Truncated entity names in extended SIF (mostly KEGG pathways) #223

Closed cannin closed 8 years ago

cannin commented 9 years ago

Entity names are truncated with ... in KEGG data. Example:

(5Z,8Z,11Z,14Z... consumption-controlled-by ACOT1 KEGG Biosynthesis of unsaturated fatty acids

IgorRodchenkov commented 8 years ago

In fact, these names were not truncated; it's a different story from the already fixed similar issue about pathway names. Values like "5Z,8Z,11Z,14Z..." occur in the standardName property. So, we can simply remove those (set null) or replace with the displayName value.

cannin commented 8 years ago

Please replace with the entire, complete name if that's is the displayName.

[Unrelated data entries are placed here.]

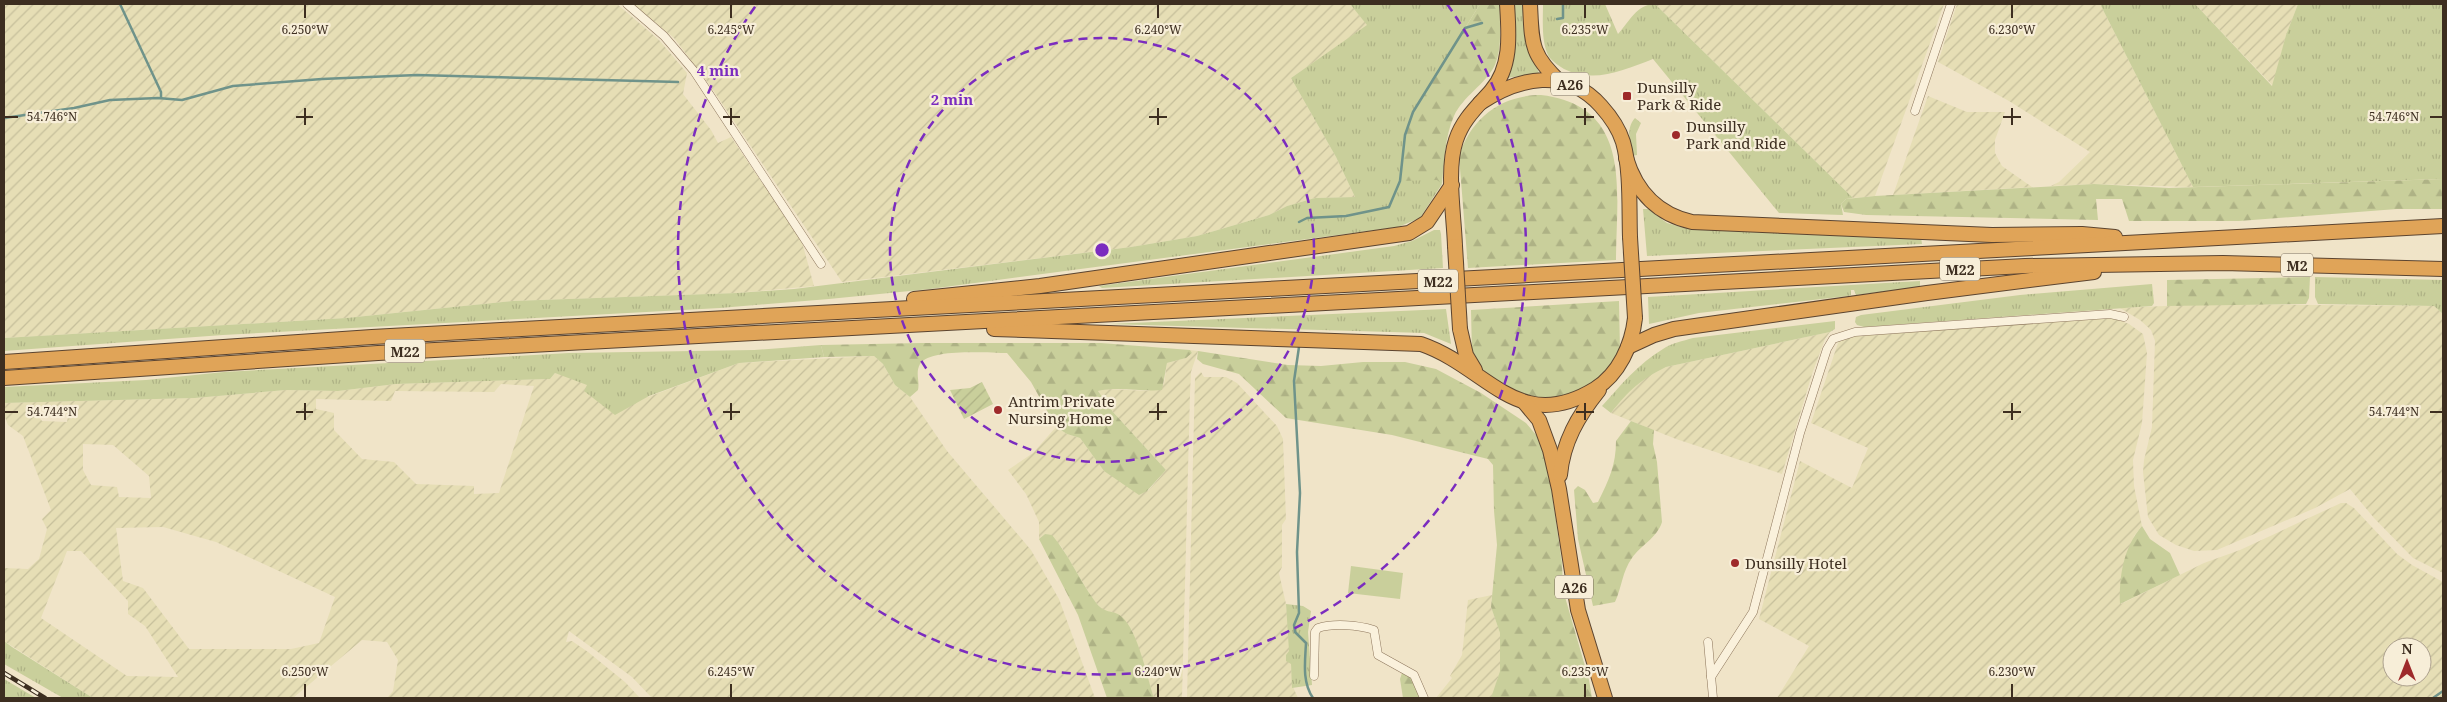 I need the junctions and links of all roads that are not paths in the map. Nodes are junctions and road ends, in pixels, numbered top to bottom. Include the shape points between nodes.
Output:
1 (627, 4) edge
2 (1507, 4) edge
3 (1530, 4) edge
4 (1951, 4) edge
5 (1560, 82) junction
6 (1480, 103) junction
7 (1915, 111) dead end
8 (1626, 158) junction
9 (1452, 185) junction
10 (2443, 226) edge
11 (2163, 241) junction
12 (821, 264) dead end
13 (2152, 264) junction
14 (2443, 269) edge
15 (2124, 317) dead end
16 (714, 319) junction
17 (806, 330) junction
18 (1628, 347) junction
19 (4, 362) edge
20 (1476, 373) junction
21 (4, 378) edge
22 (1606, 382) junction
23 (1524, 402) junction
24 (1559, 489) junction
25 (1708, 642) dead end
26 (1314, 676) dead end
27 (1711, 678) junction
28 (1424, 698) edge
29 (1606, 698) edge
30 (1713, 698) edge

1 - 12 street via 664,36 694,72
2 - 6 highway, A26 via 1509,40 1506,59 1496,84
3 - 5 highway, A26 via 1536,54
4 - 7 street
5 - 6 highway, A26 via 1522,82
5 - 8 highway, A26 via 1580,88 1608,113 1622,136
6 - 9 highway, A26 via 1467,117 1457,138 1452,156
8 - 11 highway via 1632,176 1648,199 1666,213 1692,222 1992,235 2082,234
8 - 18 highway, A26, bridge via 1635,318
9 - 16 highway via 1427,222 1409,233 1387,238 1040,286
9 - 20 highway, A26, bridge via 1460,328 1466,355
10 - 11 highway, M2
11 - 16 highway, M22
13 - 14 highway, M2
13 - 17 highway, M22 via 1945,270
13 - 18 highway via 1674,329
15 - 27 street via 2110,314 1855,332 1833,339 1800,433 1753,612
16 - 19 highway, M22 via 372,337
17 - 20 highway via 1025,329 1421,344 1436,349
17 - 21 highway, M22 via 225,361
18 - 22 highway, A26
20 - 23 highway, A26
22 - 23 highway, A26 via 1578,399 1560,405
22 - 24 highway, A26 via 1582,411 1570,435 1562,454
23 - 24 highway, A26 via 1544,429
24 - 29 highway, A26 via 1578,610
25 - 27 street
26 - 28 street via 1315,632 1318,628 1366,628 1374,630 1378,655 1414,675
27 - 30 street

IgorRodchenkov commented 8 years ago

What do you mean by entire, complete (if the data provider did not pick which one is the standard name, we can only pick the displayName, a random name from those available, or none)?

That’s what I was thinking of. Usually, there’s like: displayName=“PANK” (because it’s kinda pseudo-generic PR, not a specific one, such as PANK2); standardName="PANK1, MGC24596, PANK, PANK1a, PANK1b…”, and the listed names are also separate values of the ‘name’ property (and there are more names usually). I am definitely not going to list all the names in the standardName; will use either “PANK”, like in the above case, or set null (in this case, it will be later, in cPath2 Premerge stage, auto-replaced with the shortest name) if no displayName there present. Ok?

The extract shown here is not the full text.